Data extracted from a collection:
"""

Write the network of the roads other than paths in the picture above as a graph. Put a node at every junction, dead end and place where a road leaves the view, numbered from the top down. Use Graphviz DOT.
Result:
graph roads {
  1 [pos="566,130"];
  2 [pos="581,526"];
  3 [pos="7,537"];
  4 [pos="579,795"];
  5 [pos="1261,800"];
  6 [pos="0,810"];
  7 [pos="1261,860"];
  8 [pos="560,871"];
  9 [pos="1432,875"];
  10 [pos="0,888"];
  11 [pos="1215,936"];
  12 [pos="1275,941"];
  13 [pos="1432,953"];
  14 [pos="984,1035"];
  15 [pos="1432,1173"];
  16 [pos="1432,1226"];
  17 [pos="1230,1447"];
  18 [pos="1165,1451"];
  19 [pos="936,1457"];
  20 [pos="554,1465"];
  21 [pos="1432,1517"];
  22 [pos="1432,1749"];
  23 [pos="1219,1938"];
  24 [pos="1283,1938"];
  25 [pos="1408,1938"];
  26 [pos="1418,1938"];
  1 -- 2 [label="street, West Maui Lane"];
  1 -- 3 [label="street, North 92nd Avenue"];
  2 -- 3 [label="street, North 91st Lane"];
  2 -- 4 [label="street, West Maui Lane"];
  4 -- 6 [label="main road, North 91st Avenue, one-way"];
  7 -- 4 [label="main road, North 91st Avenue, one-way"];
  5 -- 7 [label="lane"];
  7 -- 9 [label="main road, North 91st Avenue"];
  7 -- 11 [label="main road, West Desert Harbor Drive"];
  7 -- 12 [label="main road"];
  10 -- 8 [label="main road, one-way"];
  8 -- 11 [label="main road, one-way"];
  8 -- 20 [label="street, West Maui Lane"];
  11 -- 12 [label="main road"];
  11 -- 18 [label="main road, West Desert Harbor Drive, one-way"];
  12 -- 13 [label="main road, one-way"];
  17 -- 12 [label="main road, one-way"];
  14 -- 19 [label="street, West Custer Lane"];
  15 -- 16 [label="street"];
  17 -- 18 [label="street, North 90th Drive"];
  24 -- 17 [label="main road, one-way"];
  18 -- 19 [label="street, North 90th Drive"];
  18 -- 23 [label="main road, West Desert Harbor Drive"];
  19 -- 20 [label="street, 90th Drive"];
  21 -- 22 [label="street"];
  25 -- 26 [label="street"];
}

"""

| The task |
The answer should reproduce all of the data without any alteration.

| Output of the task |
Write the network of the roads other than paths in the picture above as a graph. Put a node at every junction, dead end and place where a road leaves the view, numbered from the top down. Use Graphviz DOT.
Result:
graph roads {
  1 [pos="566,130"];
  2 [pos="581,526"];
  3 [pos="7,537"];
  4 [pos="579,795"];
  5 [pos="1261,800"];
  6 [pos="0,810"];
  7 [pos="1261,860"];
  8 [pos="560,871"];
  9 [pos="1432,875"];
  10 [pos="0,888"];
  11 [pos="1215,936"];
  12 [pos="1275,941"];
  13 [pos="1432,953"];
  14 [pos="984,1035"];
  15 [pos="1432,1173"];
  16 [pos="1432,1226"];
  17 [pos="1230,1447"];
  18 [pos="1165,1451"];
  19 [pos="936,1457"];
  20 [pos="554,1465"];
  21 [pos="1432,1517"];
  22 [pos="1432,1749"];
  23 [pos="1219,1938"];
  24 [pos="1283,1938"];
  25 [pos="1408,1938"];
  26 [pos="1418,1938"];
  1 -- 2 [label="street, West Maui Lane"];
  1 -- 3 [label="street, North 92nd Avenue"];
  2 -- 3 [label="street, North 91st Lane"];
  2 -- 4 [label="street, West Maui Lane"];
  4 -- 6 [label="main road, North 91st Avenue, one-way"];
  7 -- 4 [label="main road, North 91st Avenue, one-way"];
  5 -- 7 [label="lane"];
  7 -- 9 [label="main road, North 91st Avenue"];
  7 -- 11 [label="main road, West Desert Harbor Drive"];
  7 -- 12 [label="main road"];
  10 -- 8 [label="main road, one-way"];
  8 -- 11 [label="main road, one-way"];
  8 -- 20 [label="street, West Maui Lane"];
  11 -- 12 [label="main road"];
  11 -- 18 [label="main road, West Desert Harbor Drive, one-way"];
  12 -- 13 [label="main road, one-way"];
  17 -- 12 [label="main road, one-way"];
  14 -- 19 [label="street, West Custer Lane"];
  15 -- 16 [label="street"];
  17 -- 18 [label="street, North 90th Drive"];
  24 -- 17 [label="main road, one-way"];
  18 -- 19 [label="street, North 90th Drive"];
  18 -- 23 [label="main road, West Desert Harbor Drive"];
  19 -- 20 [label="street, 90th Drive"];
  21 -- 22 [label="street"];
  25 -- 26 [label="street"];
}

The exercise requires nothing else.